I have gay friends and acquaintances from Turkey, Iran, Palestine and the UAE, so yes. Although not all of them are artists, they are all involved with the arts. Most of them are Muslims. The last few decades have seen a flood of arts workers, administrators, and even dealers entering the "international' art scene, beginning with the first International Istanbul Biennial of 1987. European and American art schools all have a much more international student roster these days, too, and the effects will snowball.
What's the most powerful change you have witnessed during your career?
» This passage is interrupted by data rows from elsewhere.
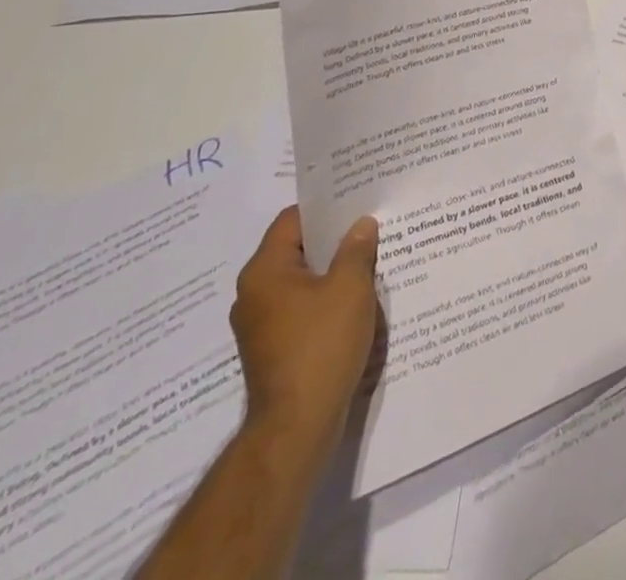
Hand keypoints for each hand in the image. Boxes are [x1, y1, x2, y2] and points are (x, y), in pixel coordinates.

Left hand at [231, 206, 384, 454]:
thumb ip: (357, 249)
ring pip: (303, 281)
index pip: (292, 220)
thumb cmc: (321, 345)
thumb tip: (361, 226)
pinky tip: (358, 301)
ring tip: (371, 260)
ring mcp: (261, 326)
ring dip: (333, 272)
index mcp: (264, 272)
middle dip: (334, 240)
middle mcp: (254, 294)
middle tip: (371, 226)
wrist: (298, 426)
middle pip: (298, 250)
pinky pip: (303, 309)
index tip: (357, 200)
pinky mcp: (274, 350)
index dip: (325, 207)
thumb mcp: (350, 287)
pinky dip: (327, 300)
I have seen so many radical changes over the 50 years of my adult life that I hardly know where to start—the fall of the Berlin Wall comes to mind. But one of my favourites was the day that a bureaucrat in Ottawa decided that the official definition of the word 'spouse' in Canadian law was discriminatory and changed it, thus changing 65 laws overnight, without parliamentary debate and without the kind of wrangling that continues in America today to legalise same-sex marriage.
Finish the following sentence: The power of meaningful change begins with...
I'm not comfortable with the word power. It brings to mind the adage: "Power corrupts; absolute power corrupts absolutely." The most meaningful change involves deconstruction of power. For example, microloans to women in India have brought huge changes to sanitation, to longevity, to infant mortality, and to the position of women in Indian society, not to mention banking. I'm hard put to find equivalent examples in the art world or the LGBQ world. It seems to me that the use of war metaphors, from fighting discrimination to fighting poverty, does little to change our way of thinking and reinforces the we/they divide. And the art world is the last stronghold of the pirate mentality, the last unregulated market, so enough said about that!